§ **Extracted information**
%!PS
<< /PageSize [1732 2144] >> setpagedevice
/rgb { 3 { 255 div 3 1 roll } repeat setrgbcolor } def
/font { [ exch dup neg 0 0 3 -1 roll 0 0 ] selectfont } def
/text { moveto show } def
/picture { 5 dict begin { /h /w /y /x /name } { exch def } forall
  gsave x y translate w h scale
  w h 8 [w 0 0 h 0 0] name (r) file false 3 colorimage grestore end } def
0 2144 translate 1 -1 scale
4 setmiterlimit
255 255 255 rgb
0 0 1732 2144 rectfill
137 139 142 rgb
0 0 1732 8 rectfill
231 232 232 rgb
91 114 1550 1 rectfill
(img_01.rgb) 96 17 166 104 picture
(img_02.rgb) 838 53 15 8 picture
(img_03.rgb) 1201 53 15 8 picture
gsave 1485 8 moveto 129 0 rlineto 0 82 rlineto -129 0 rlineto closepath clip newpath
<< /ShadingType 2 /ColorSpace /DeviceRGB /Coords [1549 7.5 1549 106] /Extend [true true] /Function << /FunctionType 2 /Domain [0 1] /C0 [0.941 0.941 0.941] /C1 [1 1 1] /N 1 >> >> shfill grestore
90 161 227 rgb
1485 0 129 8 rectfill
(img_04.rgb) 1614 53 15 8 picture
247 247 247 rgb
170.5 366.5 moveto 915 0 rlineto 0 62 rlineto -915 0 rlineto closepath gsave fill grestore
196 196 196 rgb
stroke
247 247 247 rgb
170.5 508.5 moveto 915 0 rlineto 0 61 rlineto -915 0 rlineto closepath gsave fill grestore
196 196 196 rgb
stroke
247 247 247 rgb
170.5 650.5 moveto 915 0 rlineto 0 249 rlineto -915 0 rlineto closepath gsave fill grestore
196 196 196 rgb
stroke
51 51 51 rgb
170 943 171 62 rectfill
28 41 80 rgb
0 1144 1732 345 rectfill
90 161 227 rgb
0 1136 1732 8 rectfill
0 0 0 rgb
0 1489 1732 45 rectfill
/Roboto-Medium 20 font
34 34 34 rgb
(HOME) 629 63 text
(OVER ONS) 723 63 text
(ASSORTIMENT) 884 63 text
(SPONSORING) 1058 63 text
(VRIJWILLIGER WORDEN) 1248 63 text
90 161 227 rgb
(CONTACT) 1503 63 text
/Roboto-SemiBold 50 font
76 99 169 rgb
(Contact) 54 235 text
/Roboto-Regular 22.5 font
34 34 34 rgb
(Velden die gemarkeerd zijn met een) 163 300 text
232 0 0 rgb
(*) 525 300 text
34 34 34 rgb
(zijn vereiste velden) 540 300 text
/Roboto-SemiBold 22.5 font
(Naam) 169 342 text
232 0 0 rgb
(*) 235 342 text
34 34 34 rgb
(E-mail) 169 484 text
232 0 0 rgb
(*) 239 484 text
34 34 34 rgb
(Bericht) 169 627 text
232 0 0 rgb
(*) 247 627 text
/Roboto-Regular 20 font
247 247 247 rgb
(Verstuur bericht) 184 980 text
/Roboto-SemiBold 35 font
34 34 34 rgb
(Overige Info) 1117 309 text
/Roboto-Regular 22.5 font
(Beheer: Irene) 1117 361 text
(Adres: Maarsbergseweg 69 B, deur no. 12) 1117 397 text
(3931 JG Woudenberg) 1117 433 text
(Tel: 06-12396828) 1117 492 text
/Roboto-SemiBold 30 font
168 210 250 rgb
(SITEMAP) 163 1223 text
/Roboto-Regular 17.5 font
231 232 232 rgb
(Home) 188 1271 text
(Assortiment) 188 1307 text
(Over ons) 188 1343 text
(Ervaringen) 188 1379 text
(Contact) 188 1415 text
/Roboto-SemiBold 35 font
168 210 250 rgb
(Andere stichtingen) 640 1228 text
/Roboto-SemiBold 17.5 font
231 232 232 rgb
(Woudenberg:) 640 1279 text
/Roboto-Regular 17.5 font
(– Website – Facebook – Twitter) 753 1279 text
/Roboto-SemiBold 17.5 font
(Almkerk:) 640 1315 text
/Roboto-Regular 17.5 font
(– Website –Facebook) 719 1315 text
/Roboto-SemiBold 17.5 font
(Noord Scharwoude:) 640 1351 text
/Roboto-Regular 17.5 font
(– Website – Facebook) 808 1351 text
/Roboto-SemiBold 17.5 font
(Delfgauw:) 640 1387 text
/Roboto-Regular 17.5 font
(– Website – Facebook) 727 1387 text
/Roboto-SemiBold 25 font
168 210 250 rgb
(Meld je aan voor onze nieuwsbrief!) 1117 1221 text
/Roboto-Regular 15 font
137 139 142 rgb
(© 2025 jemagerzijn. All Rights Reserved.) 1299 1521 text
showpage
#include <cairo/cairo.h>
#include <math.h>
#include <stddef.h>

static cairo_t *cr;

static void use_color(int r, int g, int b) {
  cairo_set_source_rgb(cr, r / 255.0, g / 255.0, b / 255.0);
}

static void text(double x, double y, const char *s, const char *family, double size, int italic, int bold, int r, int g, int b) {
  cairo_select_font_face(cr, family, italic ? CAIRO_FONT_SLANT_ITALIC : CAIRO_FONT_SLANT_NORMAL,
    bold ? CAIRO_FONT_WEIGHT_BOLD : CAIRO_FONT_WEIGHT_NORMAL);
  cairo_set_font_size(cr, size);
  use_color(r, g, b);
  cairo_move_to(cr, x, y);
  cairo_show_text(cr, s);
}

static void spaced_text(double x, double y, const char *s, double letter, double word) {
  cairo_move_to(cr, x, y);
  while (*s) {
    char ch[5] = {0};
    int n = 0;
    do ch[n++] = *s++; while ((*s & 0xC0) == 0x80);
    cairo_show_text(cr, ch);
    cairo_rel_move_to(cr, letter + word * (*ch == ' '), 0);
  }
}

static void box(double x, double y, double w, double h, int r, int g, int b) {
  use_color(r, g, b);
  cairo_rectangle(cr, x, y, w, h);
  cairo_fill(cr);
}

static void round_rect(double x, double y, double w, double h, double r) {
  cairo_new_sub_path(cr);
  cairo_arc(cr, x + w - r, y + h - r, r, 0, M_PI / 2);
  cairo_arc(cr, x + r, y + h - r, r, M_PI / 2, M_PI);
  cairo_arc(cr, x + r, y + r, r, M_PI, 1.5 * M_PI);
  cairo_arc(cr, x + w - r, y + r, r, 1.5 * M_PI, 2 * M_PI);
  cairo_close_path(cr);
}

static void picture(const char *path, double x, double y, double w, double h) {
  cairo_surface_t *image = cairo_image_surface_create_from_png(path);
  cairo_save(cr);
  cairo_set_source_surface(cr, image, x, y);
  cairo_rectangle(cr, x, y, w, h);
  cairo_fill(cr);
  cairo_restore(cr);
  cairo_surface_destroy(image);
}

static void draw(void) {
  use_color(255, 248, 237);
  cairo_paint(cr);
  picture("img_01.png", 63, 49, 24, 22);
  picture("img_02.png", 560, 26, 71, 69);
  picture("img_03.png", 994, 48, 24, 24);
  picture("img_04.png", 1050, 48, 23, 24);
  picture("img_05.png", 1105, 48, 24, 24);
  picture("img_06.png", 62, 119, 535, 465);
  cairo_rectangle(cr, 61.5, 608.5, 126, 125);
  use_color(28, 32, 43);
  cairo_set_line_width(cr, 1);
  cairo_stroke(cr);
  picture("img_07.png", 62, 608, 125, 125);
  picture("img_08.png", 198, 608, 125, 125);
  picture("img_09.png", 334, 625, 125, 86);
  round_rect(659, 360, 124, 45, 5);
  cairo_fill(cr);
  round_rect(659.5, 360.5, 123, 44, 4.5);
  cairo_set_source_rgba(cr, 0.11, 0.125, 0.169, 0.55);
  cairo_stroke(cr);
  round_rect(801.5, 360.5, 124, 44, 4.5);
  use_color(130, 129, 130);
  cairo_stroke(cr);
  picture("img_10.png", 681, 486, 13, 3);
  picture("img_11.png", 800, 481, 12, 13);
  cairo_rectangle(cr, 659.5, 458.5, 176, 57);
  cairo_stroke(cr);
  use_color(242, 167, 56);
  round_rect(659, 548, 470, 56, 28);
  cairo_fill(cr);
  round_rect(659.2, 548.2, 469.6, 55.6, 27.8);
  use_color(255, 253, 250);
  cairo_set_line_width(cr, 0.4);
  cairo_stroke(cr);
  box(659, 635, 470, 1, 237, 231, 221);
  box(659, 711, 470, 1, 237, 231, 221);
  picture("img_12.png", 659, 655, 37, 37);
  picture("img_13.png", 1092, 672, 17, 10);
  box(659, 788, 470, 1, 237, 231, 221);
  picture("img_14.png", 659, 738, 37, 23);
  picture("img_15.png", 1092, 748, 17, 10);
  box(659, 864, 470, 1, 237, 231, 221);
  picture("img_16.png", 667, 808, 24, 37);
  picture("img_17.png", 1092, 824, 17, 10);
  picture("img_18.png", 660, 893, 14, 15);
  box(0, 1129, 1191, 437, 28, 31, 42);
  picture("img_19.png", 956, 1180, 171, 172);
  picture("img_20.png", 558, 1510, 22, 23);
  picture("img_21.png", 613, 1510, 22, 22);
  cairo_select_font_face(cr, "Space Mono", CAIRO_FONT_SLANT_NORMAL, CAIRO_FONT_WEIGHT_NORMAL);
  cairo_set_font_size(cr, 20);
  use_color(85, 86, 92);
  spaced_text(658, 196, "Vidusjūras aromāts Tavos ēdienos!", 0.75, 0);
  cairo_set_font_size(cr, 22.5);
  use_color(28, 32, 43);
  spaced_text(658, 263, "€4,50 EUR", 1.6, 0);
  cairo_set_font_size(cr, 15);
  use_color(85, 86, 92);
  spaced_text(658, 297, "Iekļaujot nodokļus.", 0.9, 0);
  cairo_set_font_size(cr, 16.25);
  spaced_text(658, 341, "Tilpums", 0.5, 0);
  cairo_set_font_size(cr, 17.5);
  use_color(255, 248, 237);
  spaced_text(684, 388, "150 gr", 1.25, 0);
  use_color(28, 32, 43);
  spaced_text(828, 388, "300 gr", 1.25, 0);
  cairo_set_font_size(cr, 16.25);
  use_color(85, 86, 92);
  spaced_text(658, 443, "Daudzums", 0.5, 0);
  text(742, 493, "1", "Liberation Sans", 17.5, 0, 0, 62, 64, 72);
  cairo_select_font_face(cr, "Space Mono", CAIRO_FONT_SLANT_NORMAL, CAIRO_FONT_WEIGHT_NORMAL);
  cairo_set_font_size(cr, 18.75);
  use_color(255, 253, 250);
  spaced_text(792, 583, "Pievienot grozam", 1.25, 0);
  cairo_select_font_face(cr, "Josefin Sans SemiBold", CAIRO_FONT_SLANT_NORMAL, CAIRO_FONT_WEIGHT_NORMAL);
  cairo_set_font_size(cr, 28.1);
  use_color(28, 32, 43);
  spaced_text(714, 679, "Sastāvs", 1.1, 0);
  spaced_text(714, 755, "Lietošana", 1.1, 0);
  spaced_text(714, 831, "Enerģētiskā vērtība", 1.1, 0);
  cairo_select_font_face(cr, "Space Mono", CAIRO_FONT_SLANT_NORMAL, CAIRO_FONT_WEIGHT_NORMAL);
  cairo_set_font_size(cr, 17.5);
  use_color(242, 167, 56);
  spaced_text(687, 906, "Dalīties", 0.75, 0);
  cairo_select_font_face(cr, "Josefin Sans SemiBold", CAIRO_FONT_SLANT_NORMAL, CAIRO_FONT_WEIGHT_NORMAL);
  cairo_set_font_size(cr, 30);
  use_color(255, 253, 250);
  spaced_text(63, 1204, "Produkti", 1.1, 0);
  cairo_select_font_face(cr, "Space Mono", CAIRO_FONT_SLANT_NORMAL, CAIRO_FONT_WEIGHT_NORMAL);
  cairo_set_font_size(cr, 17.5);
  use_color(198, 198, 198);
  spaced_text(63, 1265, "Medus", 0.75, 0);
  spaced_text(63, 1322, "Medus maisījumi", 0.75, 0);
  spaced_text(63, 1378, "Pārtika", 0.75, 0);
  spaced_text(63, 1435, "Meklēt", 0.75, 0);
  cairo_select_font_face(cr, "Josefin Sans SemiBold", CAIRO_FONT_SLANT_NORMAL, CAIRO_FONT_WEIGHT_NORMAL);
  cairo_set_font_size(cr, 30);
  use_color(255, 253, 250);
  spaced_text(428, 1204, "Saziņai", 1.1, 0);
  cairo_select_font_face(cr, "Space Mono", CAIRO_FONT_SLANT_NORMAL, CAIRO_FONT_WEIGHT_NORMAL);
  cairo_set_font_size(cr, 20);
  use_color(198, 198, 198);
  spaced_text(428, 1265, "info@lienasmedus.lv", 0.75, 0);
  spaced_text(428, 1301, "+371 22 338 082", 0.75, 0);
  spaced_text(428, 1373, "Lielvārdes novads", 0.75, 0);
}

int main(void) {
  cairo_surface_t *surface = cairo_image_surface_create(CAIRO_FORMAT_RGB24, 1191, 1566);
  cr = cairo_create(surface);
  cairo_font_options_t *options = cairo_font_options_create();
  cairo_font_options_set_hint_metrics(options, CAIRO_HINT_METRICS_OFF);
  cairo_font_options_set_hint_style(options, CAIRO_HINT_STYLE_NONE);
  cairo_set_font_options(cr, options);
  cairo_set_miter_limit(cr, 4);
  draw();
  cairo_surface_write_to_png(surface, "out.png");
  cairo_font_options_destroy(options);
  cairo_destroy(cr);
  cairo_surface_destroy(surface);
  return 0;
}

§ **Exercise instructions**
Give back exactly what runs from the first line of the listing above to the line that contains "0 2144 translate 1 -1 scale", keeping both end lines.

§ **Completed exercise**
%!PS
<< /PageSize [1732 2144] >> setpagedevice
/rgb { 3 { 255 div 3 1 roll } repeat setrgbcolor } def
/font { [ exch dup neg 0 0 3 -1 roll 0 0 ] selectfont } def
/text { moveto show } def
/picture { 5 dict begin { /h /w /y /x /name } { exch def } forall
  gsave x y translate w h scale
  w h 8 [w 0 0 h 0 0] name (r) file false 3 colorimage grestore end } def
0 2144 translate 1 -1 scale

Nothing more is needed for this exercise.